### Exercise description
Work out how many lines below hold the string "ถนนร" and state only that figure.

=== Begin Enclosure ===

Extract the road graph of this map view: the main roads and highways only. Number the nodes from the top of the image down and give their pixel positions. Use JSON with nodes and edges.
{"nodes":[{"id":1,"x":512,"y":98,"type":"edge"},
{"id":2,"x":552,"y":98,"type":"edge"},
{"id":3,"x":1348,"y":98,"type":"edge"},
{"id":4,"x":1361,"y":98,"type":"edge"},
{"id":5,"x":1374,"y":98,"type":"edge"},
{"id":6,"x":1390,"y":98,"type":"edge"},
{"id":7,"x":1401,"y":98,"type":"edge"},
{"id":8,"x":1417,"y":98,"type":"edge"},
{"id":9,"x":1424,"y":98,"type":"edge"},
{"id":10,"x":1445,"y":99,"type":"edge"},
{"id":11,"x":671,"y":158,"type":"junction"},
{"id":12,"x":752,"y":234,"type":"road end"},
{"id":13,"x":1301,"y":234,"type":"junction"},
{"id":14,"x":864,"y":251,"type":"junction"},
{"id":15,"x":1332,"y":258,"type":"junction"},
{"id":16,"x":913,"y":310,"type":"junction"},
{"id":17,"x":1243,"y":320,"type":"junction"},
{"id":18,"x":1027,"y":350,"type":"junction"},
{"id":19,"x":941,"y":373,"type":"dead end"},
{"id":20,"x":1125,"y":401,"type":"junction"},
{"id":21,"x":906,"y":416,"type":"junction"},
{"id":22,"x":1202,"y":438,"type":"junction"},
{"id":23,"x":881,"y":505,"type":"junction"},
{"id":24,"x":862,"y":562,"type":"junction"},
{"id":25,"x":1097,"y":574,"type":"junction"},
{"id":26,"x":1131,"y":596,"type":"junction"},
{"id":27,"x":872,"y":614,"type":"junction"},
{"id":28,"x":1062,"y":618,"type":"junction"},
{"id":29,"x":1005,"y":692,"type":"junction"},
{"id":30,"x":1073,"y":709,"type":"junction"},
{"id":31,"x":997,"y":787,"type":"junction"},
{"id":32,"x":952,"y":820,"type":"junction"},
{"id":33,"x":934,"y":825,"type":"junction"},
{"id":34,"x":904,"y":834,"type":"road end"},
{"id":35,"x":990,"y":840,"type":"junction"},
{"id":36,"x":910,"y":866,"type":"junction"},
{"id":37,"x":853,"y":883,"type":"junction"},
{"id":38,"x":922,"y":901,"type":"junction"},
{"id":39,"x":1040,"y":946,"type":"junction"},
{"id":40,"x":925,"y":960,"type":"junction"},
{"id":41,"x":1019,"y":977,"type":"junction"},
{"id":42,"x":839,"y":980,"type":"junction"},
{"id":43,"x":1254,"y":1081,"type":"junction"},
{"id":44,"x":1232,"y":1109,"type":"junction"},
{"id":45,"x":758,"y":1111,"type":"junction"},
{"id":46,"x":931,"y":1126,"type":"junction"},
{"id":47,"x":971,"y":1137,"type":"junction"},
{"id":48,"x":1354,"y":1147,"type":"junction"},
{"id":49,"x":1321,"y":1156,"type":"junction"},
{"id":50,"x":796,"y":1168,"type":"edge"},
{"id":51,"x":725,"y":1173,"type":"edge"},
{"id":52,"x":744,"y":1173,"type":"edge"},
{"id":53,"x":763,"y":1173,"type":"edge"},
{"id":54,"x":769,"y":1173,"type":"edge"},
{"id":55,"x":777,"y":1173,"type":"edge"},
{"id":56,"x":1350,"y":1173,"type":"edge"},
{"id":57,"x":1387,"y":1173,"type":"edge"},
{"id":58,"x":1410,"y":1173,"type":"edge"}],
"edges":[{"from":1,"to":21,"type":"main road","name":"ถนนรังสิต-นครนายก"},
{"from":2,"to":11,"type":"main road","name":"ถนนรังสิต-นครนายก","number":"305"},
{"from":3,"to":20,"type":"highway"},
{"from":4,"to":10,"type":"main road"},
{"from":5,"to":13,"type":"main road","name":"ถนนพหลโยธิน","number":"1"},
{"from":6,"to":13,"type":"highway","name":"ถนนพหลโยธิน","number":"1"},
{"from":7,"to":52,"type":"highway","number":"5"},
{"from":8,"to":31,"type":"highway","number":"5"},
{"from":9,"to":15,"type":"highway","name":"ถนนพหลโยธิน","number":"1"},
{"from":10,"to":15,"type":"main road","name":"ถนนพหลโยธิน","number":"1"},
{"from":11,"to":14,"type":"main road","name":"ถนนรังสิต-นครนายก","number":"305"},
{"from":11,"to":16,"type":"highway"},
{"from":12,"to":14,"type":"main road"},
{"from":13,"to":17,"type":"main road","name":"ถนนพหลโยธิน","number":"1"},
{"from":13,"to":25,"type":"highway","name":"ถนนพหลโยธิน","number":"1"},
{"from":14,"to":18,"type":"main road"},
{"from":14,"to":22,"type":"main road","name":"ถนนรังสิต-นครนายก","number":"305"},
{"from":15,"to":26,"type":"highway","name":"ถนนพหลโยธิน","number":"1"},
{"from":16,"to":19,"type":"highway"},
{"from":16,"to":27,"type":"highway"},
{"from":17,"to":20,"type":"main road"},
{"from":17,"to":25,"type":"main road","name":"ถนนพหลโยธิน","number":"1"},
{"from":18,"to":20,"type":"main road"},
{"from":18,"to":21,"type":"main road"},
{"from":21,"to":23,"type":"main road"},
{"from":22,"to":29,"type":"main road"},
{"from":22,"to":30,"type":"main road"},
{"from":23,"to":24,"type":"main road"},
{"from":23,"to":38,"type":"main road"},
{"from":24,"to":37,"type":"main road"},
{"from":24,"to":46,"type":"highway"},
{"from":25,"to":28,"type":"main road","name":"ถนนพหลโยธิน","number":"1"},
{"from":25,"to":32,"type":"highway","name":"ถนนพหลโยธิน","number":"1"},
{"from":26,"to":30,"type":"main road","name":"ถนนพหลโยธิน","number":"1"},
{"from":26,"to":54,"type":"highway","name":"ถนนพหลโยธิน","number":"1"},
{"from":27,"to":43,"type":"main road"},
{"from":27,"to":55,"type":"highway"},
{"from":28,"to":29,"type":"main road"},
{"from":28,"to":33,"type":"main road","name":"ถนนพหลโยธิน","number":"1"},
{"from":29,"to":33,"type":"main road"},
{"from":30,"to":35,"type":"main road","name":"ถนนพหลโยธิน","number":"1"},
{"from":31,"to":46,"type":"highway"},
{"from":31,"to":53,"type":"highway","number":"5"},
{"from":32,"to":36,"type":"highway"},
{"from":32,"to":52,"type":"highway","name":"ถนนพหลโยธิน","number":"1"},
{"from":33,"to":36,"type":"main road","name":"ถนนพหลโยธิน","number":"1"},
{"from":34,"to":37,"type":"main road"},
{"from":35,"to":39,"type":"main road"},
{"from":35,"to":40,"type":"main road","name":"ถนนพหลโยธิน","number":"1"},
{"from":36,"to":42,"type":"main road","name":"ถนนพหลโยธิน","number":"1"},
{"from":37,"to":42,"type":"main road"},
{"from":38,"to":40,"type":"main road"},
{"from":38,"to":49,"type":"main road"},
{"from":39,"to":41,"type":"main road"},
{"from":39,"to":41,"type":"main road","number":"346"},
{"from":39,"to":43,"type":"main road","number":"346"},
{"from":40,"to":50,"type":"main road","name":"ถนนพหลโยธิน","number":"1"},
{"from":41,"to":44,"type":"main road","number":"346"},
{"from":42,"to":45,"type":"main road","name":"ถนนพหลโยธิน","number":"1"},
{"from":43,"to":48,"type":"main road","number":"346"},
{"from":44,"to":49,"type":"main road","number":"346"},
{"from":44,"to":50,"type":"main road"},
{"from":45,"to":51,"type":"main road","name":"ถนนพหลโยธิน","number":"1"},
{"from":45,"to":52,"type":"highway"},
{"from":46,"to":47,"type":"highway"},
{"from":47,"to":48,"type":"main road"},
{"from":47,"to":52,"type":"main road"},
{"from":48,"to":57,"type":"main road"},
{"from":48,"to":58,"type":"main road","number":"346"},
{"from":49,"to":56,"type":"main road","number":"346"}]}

=== End Enclosure ===

### Response box
4